Hello everyone!
I am running into a strange issue with a new workstation I built for a friend. Here are the workstation’s specs:
AMD Ryzen Threadripper 7980X 64 Cores 128 Threads CPU
Gigabyte TRX50 Aero D STR5 Motherboard (REV 1.1)
G. SKILL Zeta R5 Neo 128GB (4 x 32GB) ECC Registered DDR5 6400 R-DIMM RAM
Noctua NH-U14S TR5-SP6 CPU Cooler
2X MSI Suprim Liquid X RTX 4090 GPU (Thinking about switching to one instead of two)
Be Quiet Dark Power Pro 13 1600W ATX 3.0 PSU
Crucial T700 Gen 5 NVME 4TB Drive – OS Drive Win11
Sabrent Rocket 4 Plus NVME 8TB Drive – Storage
Lian Li 011 Dynamic EVO XL PC Case
Before putting the system together, I confirmed that all of the components were compatible and did a soft test with the hardware outside the PC case. I tested the components, and everything was operational. I wrapped up the build and tackled the software portion, which included a BIOS update and the latest installation of Windows 11, and all the latest drivers for the workstation were installed.
At this point, everything was going smooth, and I moved over to Benchmarking. I usually benchmark with Aida64, Cinebench R23, and Heaven. I ran Aida64 for about 20 mins, and the system temps were stable between low to mid 70s. I continued with CBR23, and I was able to do two successful multicore passes with great temps for a CPU like this (again low to mid 70s). Moved on to Heaven for both GPUs, and that test ran without any issues.
At this point, I was confident that the system was stable as it was running all stock out-of-the-box settings and delivered the system to my friend.
After about three weeks, he contacted me about two specific issues he was having:
-
MOV playbacks in Adobe Premiere were shutting down the PC completely.
-
CBR23 was shutting down the system after a few minutes into the test, and CBR24 was shutting down the system automatically as soon as you started the test ( I asked him to run these benchmarks to test the stability of the system).

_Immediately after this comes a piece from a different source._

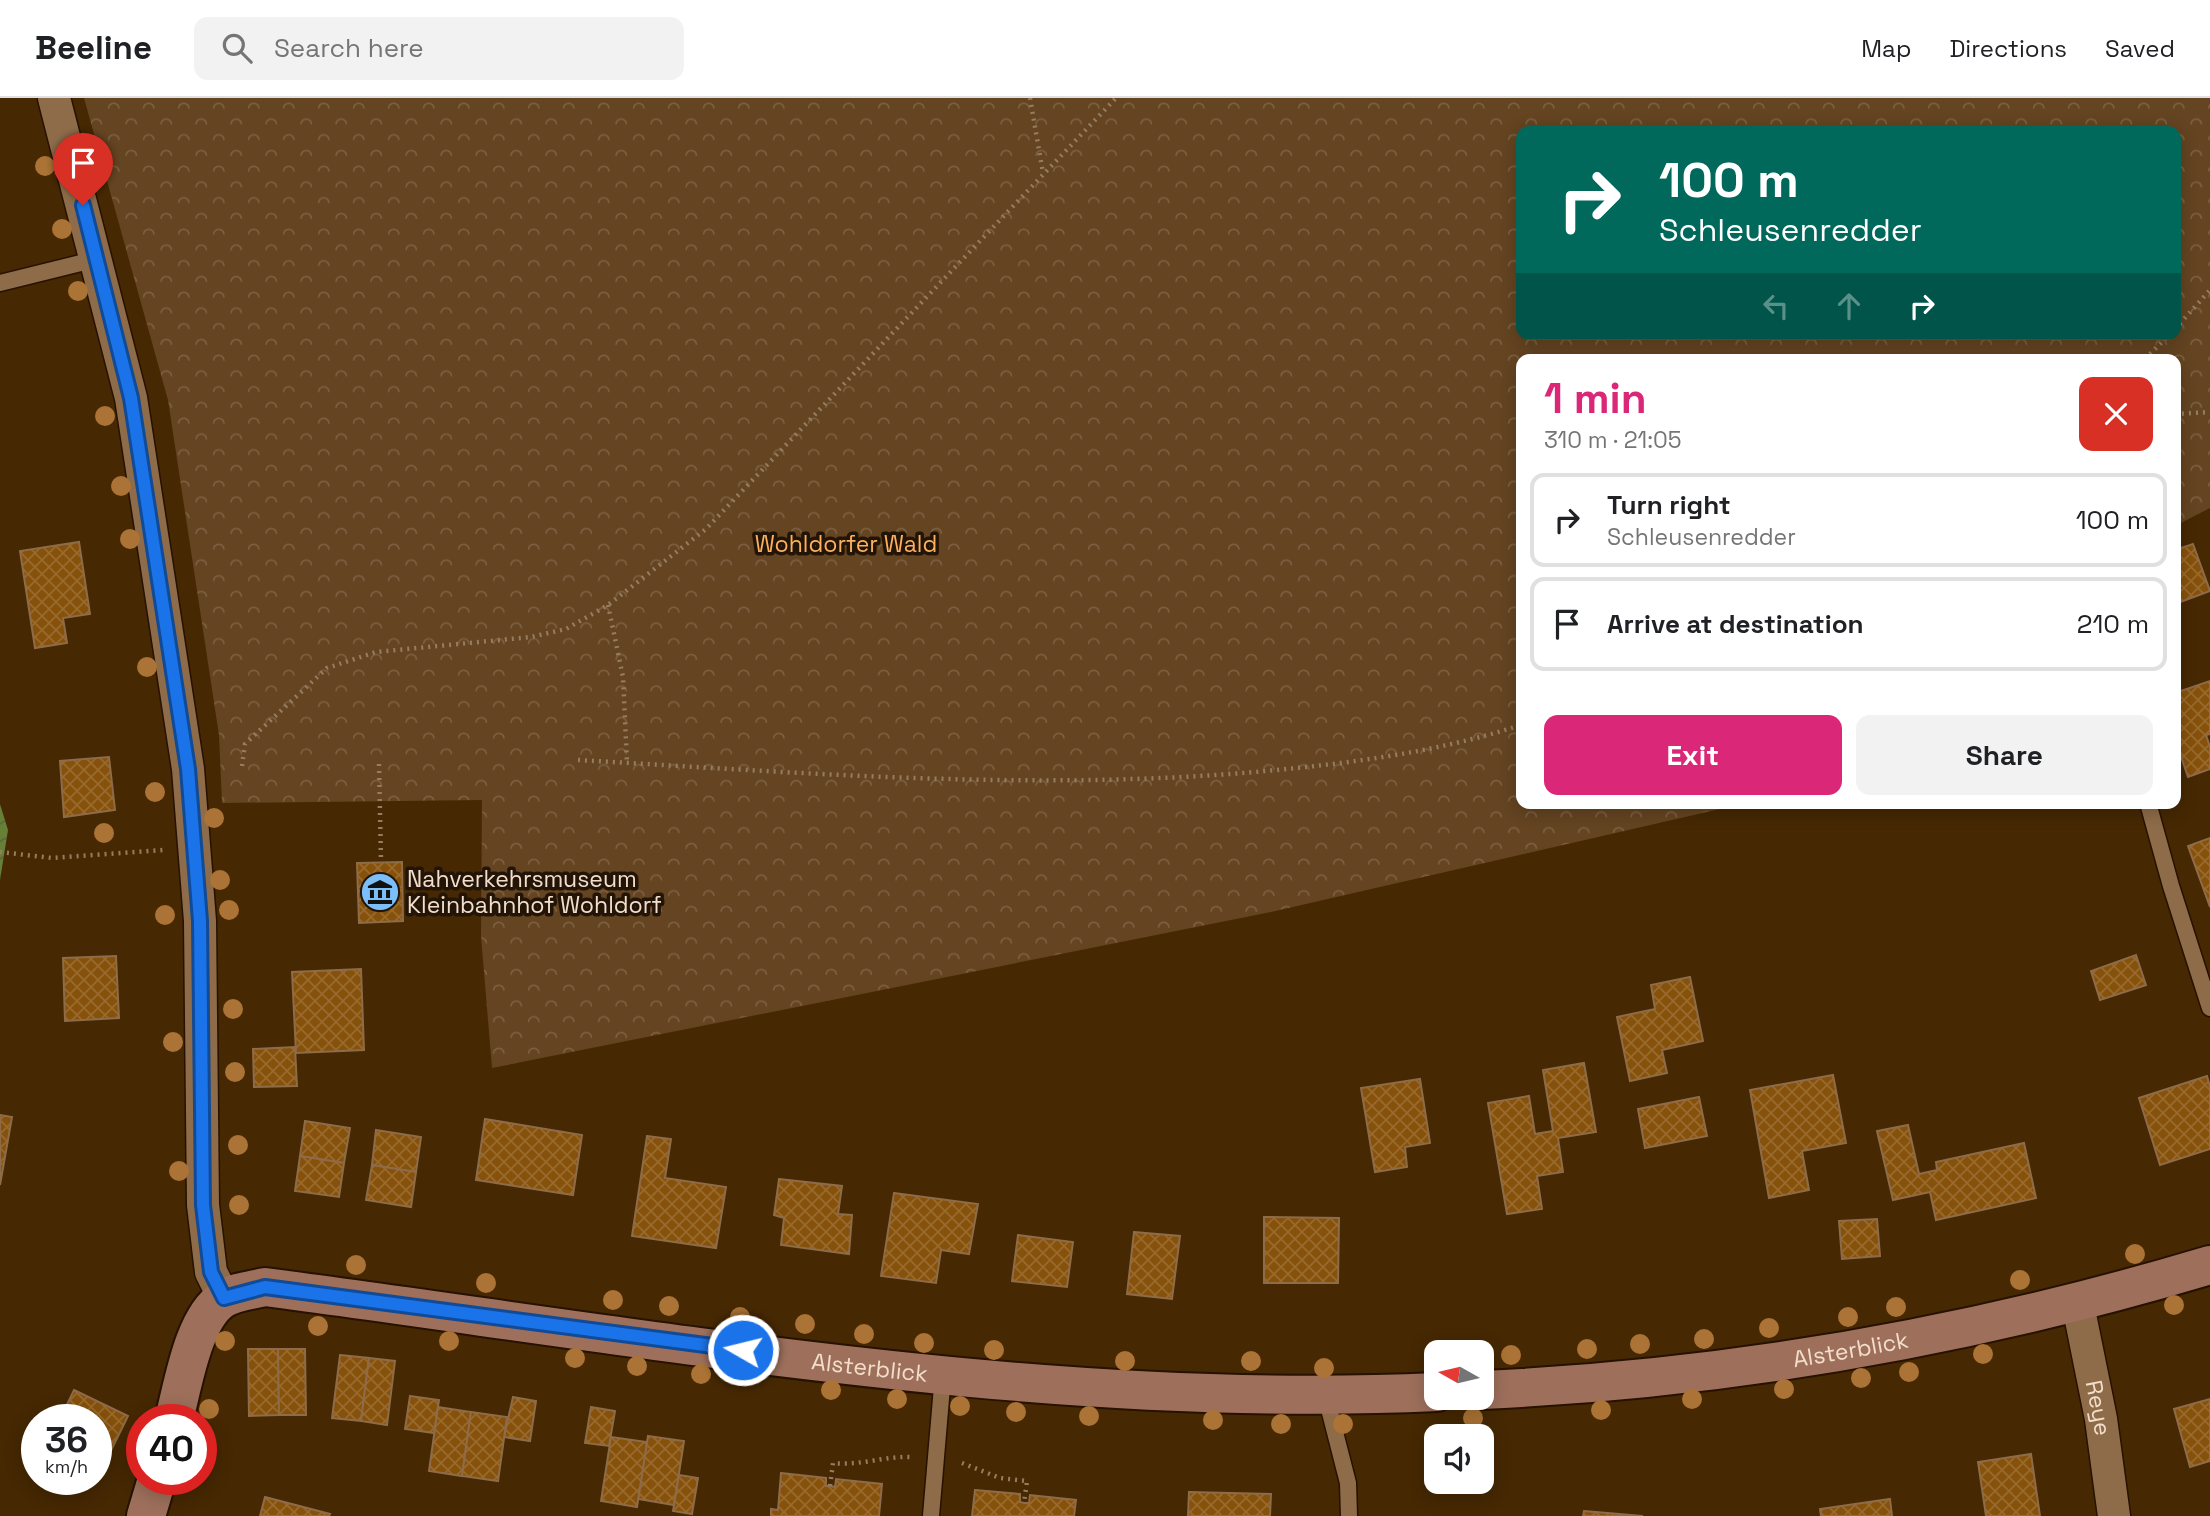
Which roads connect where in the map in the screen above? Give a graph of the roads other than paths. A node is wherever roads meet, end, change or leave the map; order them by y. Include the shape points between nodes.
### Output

I now have the system and started to troubleshoot each component. This is what I’ve tested so far:
-
Check and benchmark both GPUS – Both GPUS are fine, as far as I can tell. Also, interestingly enough, the MOV crashes seem to have been resolved. I say that because I ran MOVs in Adobe Premier with a different GPU, and they played with no issues. Still need to test with one 4090 to be sure.
-
Crystal Benchmark for NVMEs – Both scored pretty close to advertised scores, and Temps were normal.
-
Memtest on R-DIMM Ram – All four DDR5 R-Dimms all checked out after a 12 hour test with no errors.
-
Test PSU – I connected the Be Quiet Dark Power Pro 13 to my PSU tester, and all of the voltage values were normal. The tester did not detect anything wrong.
-
Motherboard Swap ( Ordered a new Gigabyte TRX50 Aero D STR5 Mobo) – I transferred all of the components to the new motherboard and the system shutdown at the 2 min mark of Cinebench R23. I tried to run R24 but the system crashed automatically. Kernel Power Event ID 41. As an FYI, I tested this outside of the case.
At this point, I am really baffled at what could be causing this Kernel Power Event ID 41. The CPU is running at stock settings, and its behavior shouldn’t be like this at all. The system Temps look fine in HWMonitor and Ryzen Master when benching. Now, I know my friend won’t be running workloads as strenuous as Cinebench, but the system should be stable at the very least, especially without any OC or EXPO applied.
I think there might be an issue with the CPU, which is possible, but it’s fairly uncommon to see bad CPUS from the factory. My apologies for the long post, but any feedback or guidance would be greatly appreciated! I feel like I am losing my mind over here, LOL! Been building and troubleshooting computers for the past 14 years, and I never encountered this type of scenario. Thanks!